Diyarbakır Koruma ve Dayanışma Platformu’nun, 6 Şubat depremleri sürecinde Diyarbakır ve bölge genelinde yürüttüğü dayanışma çalışmaları, sivil toplumun gelişen olumsuz koşullar karşısında hızlı tepki verme kapasitesine dair önemli bir örnek oluşturuyor. Bu süreçte, DKVD olarak biz de Kent Konseyi’nin bir bileşeni olarak harekete geçtik ve depremin üçüncü gününde alana çıkarak Diyarbakır Surları başta olmak üzere Sur’daki dünya mirası alanında kültürel varlıkların zarar görüp görmediğini tespit etmek amacıyla bir rapor hazırladık. Sahada yürütülen bu çalışma, tüm tarihi yapıları yerinde gözlemleyerek oluşturulan ilk kapsamlı rapor niteliğindeydi. Daha depremin üçüncü gününde, sivil toplum örgütü olarak hızlıca organize olup durumu raporladık ve bunu ulusal ve uluslararası ilgili kurum ve kuruluşlara ileterek farkındalık yarattık. Bu çalışma, Diyarbakır’daki kültürel mirasın korunması konusunda acil müdahalenin önemine dikkat çekti. Sonrasında, ICOMOS Türkiye, Vakıflar Genel Müdürlüğü ve Kültür Bakanlığı gibi kurumlar bizden çok sonra komisyonlar oluşturarak benzer tespitlerde bulundu. Bu sürecin en önemli yönlerinden biri, sivil toplumun esneklik ve hız avantajıdır. Gönüllülük esasına dayalı bir yapı sayesinde, hedefler ve çalışma alanları belirli olduğundan çok hızlı organize olunabiliyor. Oysa merkezi yönetim mekanizmaları çok daha hantal işliyor; yereldeki kurumların komisyon oluşturması, merkezden onay alması ve resmi süreçlerin tamamlanması aylar sürebiliyor. Bu durum, kriz anlarında sivil toplum örgütlerinin üstlendiği kritik rolü bir kez daha gözler önüne seriyor.

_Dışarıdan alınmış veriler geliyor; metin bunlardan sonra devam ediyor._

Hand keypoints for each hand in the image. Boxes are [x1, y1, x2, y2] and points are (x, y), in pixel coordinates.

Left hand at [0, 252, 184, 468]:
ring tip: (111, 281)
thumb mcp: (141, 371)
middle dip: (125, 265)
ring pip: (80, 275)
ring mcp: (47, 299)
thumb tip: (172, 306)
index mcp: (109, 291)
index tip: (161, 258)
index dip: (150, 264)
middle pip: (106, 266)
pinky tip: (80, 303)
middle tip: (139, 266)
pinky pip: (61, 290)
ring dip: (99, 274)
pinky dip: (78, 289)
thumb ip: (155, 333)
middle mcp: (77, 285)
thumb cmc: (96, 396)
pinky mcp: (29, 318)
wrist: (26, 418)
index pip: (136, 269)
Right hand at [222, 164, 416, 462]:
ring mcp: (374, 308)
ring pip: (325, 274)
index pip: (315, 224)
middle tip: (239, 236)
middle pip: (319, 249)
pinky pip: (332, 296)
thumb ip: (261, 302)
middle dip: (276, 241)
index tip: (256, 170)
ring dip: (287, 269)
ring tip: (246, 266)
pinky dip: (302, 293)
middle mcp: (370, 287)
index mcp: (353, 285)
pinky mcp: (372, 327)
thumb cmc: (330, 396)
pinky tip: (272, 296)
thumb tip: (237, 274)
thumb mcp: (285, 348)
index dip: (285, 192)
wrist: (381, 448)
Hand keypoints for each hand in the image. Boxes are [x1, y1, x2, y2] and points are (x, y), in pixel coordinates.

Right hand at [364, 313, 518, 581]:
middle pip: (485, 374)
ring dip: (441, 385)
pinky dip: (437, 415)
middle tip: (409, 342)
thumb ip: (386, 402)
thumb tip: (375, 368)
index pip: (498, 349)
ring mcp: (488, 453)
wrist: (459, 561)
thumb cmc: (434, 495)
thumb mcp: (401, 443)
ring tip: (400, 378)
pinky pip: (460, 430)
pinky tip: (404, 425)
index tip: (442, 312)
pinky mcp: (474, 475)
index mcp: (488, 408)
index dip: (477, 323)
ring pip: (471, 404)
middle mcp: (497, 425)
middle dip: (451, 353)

Kurumların organize olup sahaya çıkması uzun bir süreç aldı, ancak Kent koruma ve Dayanışma Platformu’nun deprem sürecinde kurulan koordinasyon ağına dahil olması, sivil toplumun kente olan sorumluluğunun güçlü bir göstergesiydi. Bu dayanışma ağı, kriz anlarında sivil toplumun nasıl hızla hareket edebildiğinin önemli bir örneğidir ve özellikle vurgulanması gereken bir noktadır. Siz zorlukları sordunuz, ancak ben daha çok bütün bu zorluklara rağmen sivil toplumun nasıl alternatif yollar bularak üretmeye devam ettiğini anlatmak istedim. Sivil toplum örgütleri, dayanışma ağları oluşturarak, birbirine destek vererek ayakta kalmaya çalışıyor. Biz de bu şekilde varlığımızı sürdürmeye çalışıyor, güçlü yanlarımızı korumaya çabalıyoruz. Elbette ki karşılaştığımız birçok zorluk var. Özellikle yürüttüğümüz faaliyetlerde yanlış anlaşılma riskine karşı dikkatli ve kontrollü hareket etmek zorunda kalıyoruz. Ancak bu yalnızca bizim için geçerli bir durum değil; Türkiye genelinde ve özellikle Diyarbakır’da faaliyet gösteren tüm sivil toplum örgütleri, benzer baskılar altında üretmeye çalışıyor. Tüm bu kıskaca rağmen, sivil toplum olarak kent için çalışmayı ve çözüm üretmeyi sürdürüyoruz.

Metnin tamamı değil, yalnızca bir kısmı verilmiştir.